Leah had just given birth to her fourth son, Judah. In her joy she had shouted, “I will praise the Lord!” Her firstborn, Reuben, meant “See, a Son”; Simeon, “One Who Hears”; and Levi, “Attached,” as though Jacob could ever be attached to his plain wife! Rachel was sick to death of this habit her sister had of naming her sons in ways that emphasized Rachel’s own barrenness.
Leah had become Jacob’s wife through her father’s treachery, but Rachel had captured his love from their first meeting at the well outside Haran. Every touch communicated his favor. Yet favor could not make children any more than wishing could make wealth. Rachel should have been his first, his only wife, just as Aunt Rebekah was Uncle Isaac’s only wife.

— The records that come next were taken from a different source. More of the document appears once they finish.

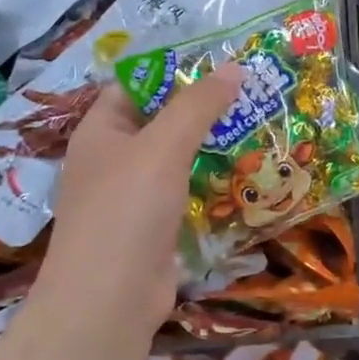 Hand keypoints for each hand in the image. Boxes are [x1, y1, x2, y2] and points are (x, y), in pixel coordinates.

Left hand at [32, 64, 243, 336]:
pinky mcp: (154, 227)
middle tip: (251, 93)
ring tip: (258, 127)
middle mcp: (113, 159)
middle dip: (202, 110)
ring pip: (177, 160)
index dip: (172, 71)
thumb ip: (198, 106)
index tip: (219, 62)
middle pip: (160, 122)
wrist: (110, 298)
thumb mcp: (163, 146)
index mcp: (100, 131)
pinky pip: (186, 193)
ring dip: (212, 147)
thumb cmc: (127, 209)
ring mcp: (133, 196)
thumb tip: (234, 67)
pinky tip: (246, 175)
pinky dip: (211, 183)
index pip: (134, 86)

Rachel’s father, Laban, had promised her to his nephew, Jacob, provided he work for him for seven years. Seven years was a long time to wait for a wife, yet Jacob had thought it a good bargain. And that made Rachel love him all the more.

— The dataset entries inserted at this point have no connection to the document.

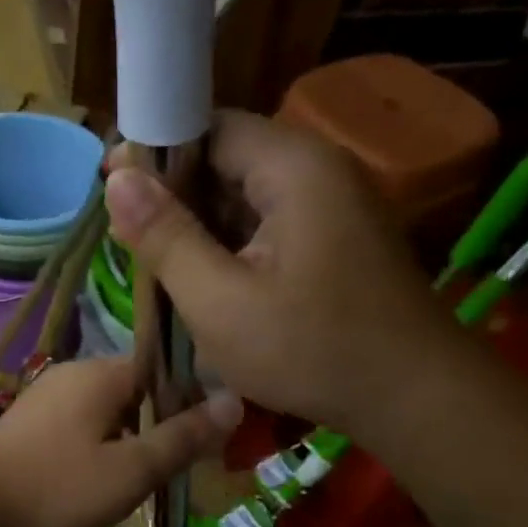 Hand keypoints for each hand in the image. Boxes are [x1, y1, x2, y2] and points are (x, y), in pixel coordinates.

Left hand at [0, 357, 239, 526]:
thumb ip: (183, 436)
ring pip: (108, 408)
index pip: (165, 369)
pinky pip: (81, 421)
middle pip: (137, 388)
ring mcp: (48, 393)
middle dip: (160, 423)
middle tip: (175, 468)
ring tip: (140, 479)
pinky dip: (99, 443)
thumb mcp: (132, 470)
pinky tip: (98, 477)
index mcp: (104, 373)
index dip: (191, 401)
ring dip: (130, 437)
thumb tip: (235, 401)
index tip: (205, 440)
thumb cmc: (58, 486)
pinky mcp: (31, 418)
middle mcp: (75, 372)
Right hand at [105, 111, 462, 435]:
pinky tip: (208, 281)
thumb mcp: (219, 301)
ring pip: (246, 195)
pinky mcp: (337, 236)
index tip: (112, 190)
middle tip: (132, 240)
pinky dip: (233, 245)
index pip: (209, 127)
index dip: (155, 153)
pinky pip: (270, 223)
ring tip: (161, 266)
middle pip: (228, 158)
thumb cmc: (311, 349)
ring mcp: (333, 204)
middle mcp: (319, 169)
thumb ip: (165, 236)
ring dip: (202, 225)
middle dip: (176, 196)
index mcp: (293, 167)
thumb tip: (117, 177)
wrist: (415, 399)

But as the wedding day approached, Laban hatched a scheme to trick seven more years of labor out of Jacob. Rachel’s day of happiness dissolved the moment Laban instructed her older sister, Leah, to disguise herself in Rachel’s wedding garments.
After dark he led Leah, veiled, to Jacob’s tent, and the two slept together as man and wife. As the first light crept across the tent floor, Jacob reached again for Rachel only to find Leah at his side. Laban’s treachery stung him. It was beyond belief. Even so, despite the recriminations and the tears, the marriage could not be undone.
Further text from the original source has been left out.